§ **YOUR GOAL**
Would you write out the data below exactly, with every line intact?

Stored data entries

* * * *

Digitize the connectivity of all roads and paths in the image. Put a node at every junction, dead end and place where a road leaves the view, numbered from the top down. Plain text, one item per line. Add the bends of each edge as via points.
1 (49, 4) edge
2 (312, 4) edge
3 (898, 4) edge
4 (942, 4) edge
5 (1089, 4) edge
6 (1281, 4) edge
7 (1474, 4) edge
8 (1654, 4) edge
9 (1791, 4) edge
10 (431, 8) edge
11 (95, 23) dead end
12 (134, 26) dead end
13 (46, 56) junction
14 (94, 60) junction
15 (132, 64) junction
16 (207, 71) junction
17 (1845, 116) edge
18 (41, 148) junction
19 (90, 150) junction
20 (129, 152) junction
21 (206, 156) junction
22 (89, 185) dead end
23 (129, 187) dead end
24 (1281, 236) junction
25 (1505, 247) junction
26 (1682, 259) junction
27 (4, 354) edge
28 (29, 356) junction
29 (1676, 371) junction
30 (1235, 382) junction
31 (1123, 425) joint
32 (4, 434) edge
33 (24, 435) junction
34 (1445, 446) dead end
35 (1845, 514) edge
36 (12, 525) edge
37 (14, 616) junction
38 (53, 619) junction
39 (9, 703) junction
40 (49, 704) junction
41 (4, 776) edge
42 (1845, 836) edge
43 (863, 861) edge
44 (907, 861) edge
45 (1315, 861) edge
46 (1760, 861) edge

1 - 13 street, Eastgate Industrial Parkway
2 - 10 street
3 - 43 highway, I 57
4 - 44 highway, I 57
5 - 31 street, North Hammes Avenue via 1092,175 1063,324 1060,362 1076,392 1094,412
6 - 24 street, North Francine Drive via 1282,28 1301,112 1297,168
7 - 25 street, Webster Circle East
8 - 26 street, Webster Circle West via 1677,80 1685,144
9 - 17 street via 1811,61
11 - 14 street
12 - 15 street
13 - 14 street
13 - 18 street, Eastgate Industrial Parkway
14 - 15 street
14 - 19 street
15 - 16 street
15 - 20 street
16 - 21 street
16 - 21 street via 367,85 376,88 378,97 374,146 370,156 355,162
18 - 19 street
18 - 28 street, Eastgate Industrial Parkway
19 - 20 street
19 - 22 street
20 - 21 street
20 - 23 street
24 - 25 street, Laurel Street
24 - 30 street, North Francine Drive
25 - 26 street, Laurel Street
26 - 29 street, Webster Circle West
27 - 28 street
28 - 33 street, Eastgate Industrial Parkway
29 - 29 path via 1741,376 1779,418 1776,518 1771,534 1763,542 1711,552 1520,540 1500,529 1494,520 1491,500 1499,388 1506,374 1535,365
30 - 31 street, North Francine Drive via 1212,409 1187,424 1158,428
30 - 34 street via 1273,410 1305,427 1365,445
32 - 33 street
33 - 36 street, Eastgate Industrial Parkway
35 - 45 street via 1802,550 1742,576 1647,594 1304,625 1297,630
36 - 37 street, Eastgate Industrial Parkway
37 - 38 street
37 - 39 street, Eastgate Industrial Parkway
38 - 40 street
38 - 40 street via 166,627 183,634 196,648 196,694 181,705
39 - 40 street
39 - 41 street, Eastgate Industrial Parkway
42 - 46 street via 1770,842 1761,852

* * * *

§ **ANSWER TO THE PROBLEM**
Digitize the connectivity of all roads and paths in the image. Put a node at every junction, dead end and place where a road leaves the view, numbered from the top down. Plain text, one item per line. Add the bends of each edge as via points.
1 (49, 4) edge
2 (312, 4) edge
3 (898, 4) edge
4 (942, 4) edge
5 (1089, 4) edge
6 (1281, 4) edge
7 (1474, 4) edge
8 (1654, 4) edge
9 (1791, 4) edge
10 (431, 8) edge
11 (95, 23) dead end
12 (134, 26) dead end
13 (46, 56) junction
14 (94, 60) junction
15 (132, 64) junction
16 (207, 71) junction
17 (1845, 116) edge
18 (41, 148) junction
19 (90, 150) junction
20 (129, 152) junction
21 (206, 156) junction
22 (89, 185) dead end
23 (129, 187) dead end
24 (1281, 236) junction
25 (1505, 247) junction
26 (1682, 259) junction
27 (4, 354) edge
28 (29, 356) junction
29 (1676, 371) junction
30 (1235, 382) junction
31 (1123, 425) joint
32 (4, 434) edge
33 (24, 435) junction
34 (1445, 446) dead end
35 (1845, 514) edge
36 (12, 525) edge
37 (14, 616) junction
38 (53, 619) junction
39 (9, 703) junction
40 (49, 704) junction
41 (4, 776) edge
42 (1845, 836) edge
43 (863, 861) edge
44 (907, 861) edge
45 (1315, 861) edge
46 (1760, 861) edge

1 - 13 street, Eastgate Industrial Parkway
2 - 10 street
3 - 43 highway, I 57
4 - 44 highway, I 57
5 - 31 street, North Hammes Avenue via 1092,175 1063,324 1060,362 1076,392 1094,412
6 - 24 street, North Francine Drive via 1282,28 1301,112 1297,168
7 - 25 street, Webster Circle East
8 - 26 street, Webster Circle West via 1677,80 1685,144
9 - 17 street via 1811,61
11 - 14 street
12 - 15 street
13 - 14 street
13 - 18 street, Eastgate Industrial Parkway
14 - 15 street
14 - 19 street
15 - 16 street
15 - 20 street
16 - 21 street
16 - 21 street via 367,85 376,88 378,97 374,146 370,156 355,162
18 - 19 street
18 - 28 street, Eastgate Industrial Parkway
19 - 20 street
19 - 22 street
20 - 21 street
20 - 23 street
24 - 25 street, Laurel Street
24 - 30 street, North Francine Drive
25 - 26 street, Laurel Street
26 - 29 street, Webster Circle West
27 - 28 street
28 - 33 street, Eastgate Industrial Parkway
29 - 29 path via 1741,376 1779,418 1776,518 1771,534 1763,542 1711,552 1520,540 1500,529 1494,520 1491,500 1499,388 1506,374 1535,365
30 - 31 street, North Francine Drive via 1212,409 1187,424 1158,428
30 - 34 street via 1273,410 1305,427 1365,445
32 - 33 street
33 - 36 street, Eastgate Industrial Parkway
35 - 45 street via 1802,550 1742,576 1647,594 1304,625 1297,630
36 - 37 street, Eastgate Industrial Parkway
37 - 38 street
37 - 39 street, Eastgate Industrial Parkway
38 - 40 street
38 - 40 street via 166,627 183,634 196,648 196,694 181,705
39 - 40 street
39 - 41 street, Eastgate Industrial Parkway
42 - 46 street via 1770,842 1761,852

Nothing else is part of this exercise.